Why the industry needs to trust in AI algorithms

By Jason Contant | October 26, 2018 | Last updated on October 30, 2024
3 min read

Managers, executives and boards in the insurance industry need to trust in artificial intelligence algorithms, even if they don’t look like traditional models, an Accenture executive told Canadian Underwriter Thursday.

Machine learning models can better predict events with a greater degree of accuracy and a higher assigned level of confidence than with traditional analytical techniques. However, insurance is a very old industry and those in the industry may have a hard time trusting a new algorithm because it looks different than the results and predictions of the past.

As an example of the difficulties in getting management and board buy-in, Jodie Wallis, managing director for artificial intelligence in Canada with Accenture, provided an example of speaking to a data scientist from Shopify. The ecommerce provides cash advances to merchants.

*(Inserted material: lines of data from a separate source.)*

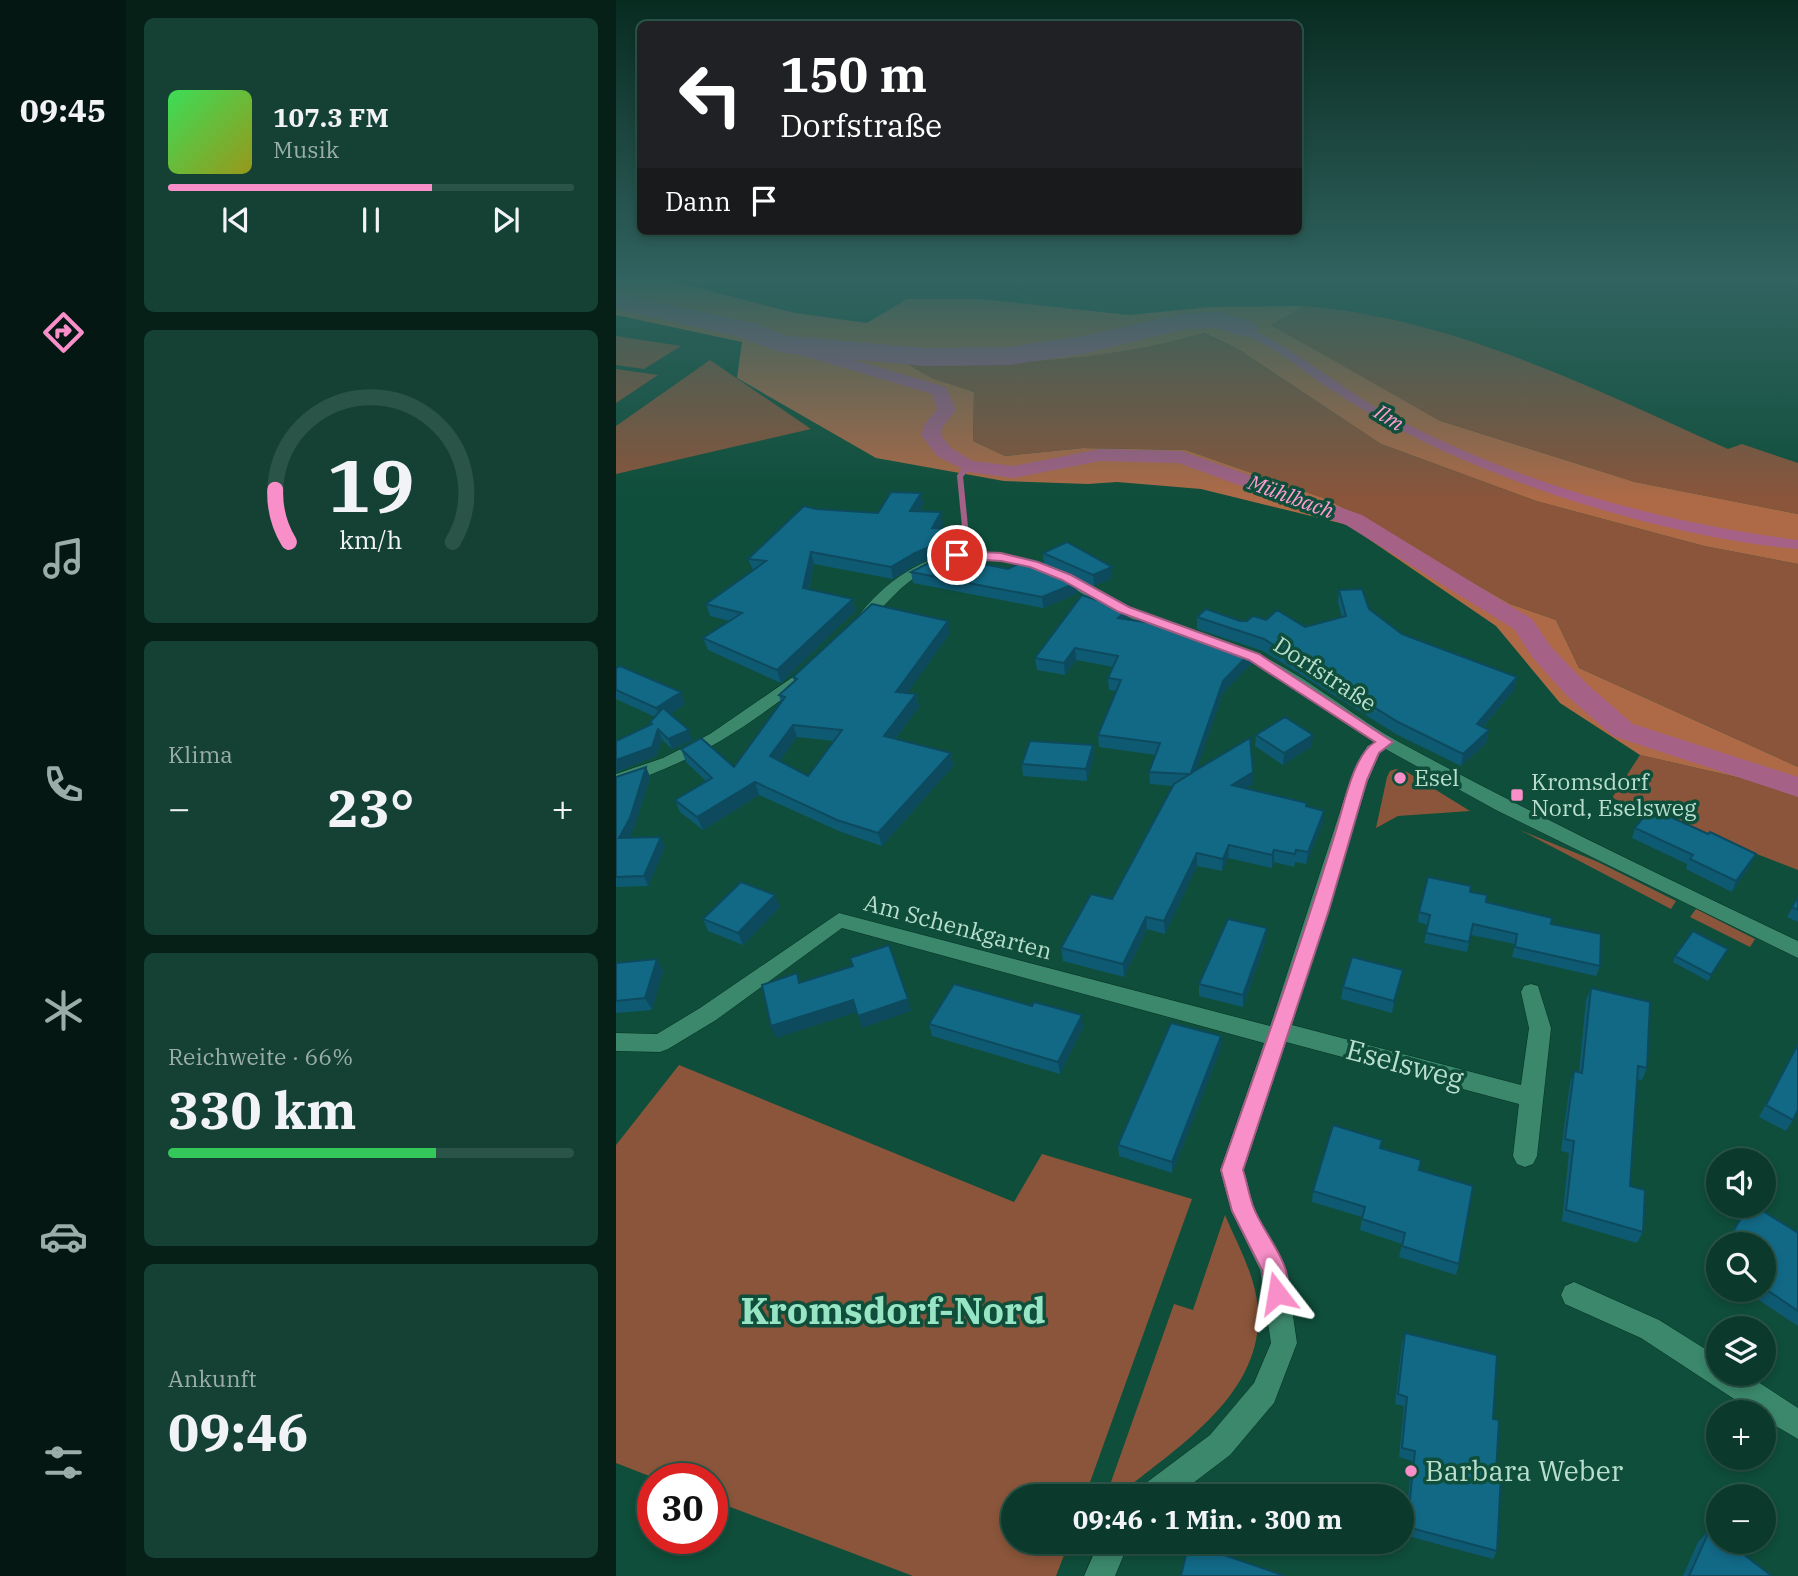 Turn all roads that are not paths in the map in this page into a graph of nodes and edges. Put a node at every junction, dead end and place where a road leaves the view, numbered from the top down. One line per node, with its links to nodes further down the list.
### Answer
1 (846, 635): 2 (street)
2 (1192, 636)
3 (1217, 644): 5 (street, Dorfstraße)
4 (818, 662): 6 (street)
5 (1386, 742): 7 (street, Dorfstraße); 9 (street)
6 (616, 780)
7 (1798, 950)
8 (1531, 992): 11 (street)
9 (1278, 1034): 10 (street, Am Schenkgarten); 11 (street, Eselsweg); 17 (street)
10 (616, 1042)
11 (1531, 1097): 12 (street)
12 (1525, 1156)
13 (1574, 1295): 14 (street)
14 (1706, 1364)
15 (1740, 1386): 16 (street)
16 (1798, 1425)
17 (1168, 1484)
18 (1109, 1554): 19 (street)
19 (1099, 1576)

Shopify built machine learning models that are excellent predictors of likelihood to pay back in the case of a cash advance.

However, the models look completely different from those of traditional lenders because they have no information about assets and liabilities. “What they do have, though, is a whole bunch of transactional data that demonstrates what the cash flow is for the individual merchant,” Wallis said in an interview Thursday.

The machine learning models were originally taken to the company’s chief financial officer, who noted they didn’t look like any model he’s ever seen. “They proved over time to the CFO that, in fact, with some back testing, these machine learning models were excellent predictors of risk. So, the CFO said, ‘Let’s take it forward.’”

There was the same discussion at the board level, where they asked the CFO how he know the model was the right predictor of likelihood to pay back cash advances. “So, every time it went up a level, the story had to be retold,” Wallis said.

People are generally comfortable with the way things have been running and are unlikely to feel compelled to make a change. “If you don’t trust in the results and you’re not acting on them, the best algorithms in the world aren’t going to help.”

To change requires a cultural shift, at both the individual and management levels. “Managers, executives and boards need to have trust that the results of these new machine learning algorithms are going to yield better outcomes for the business,” Wallis said. “That is something that is culturally not that easy to shift.”

Besides an awareness and education component, buy-in can be achieved by “back-testing” AI. “You can take your models and apply it to historical data and see what the results would be, and compare it to actual results in order to give yourself a level of confidence it will yield equal or greater results. Part of it is awareness and education, and part of it is really taking the data and proving it. It is possible to prove that there’s benefit here.”

Wallis discussed the challenges of incorporating AI in the insurance industry days after Accenture launched the second season of its podcast series The AI Effect. The seven-episode series, including an episode on insurance, was hosted by Wallis and technology journalist Amber Mac.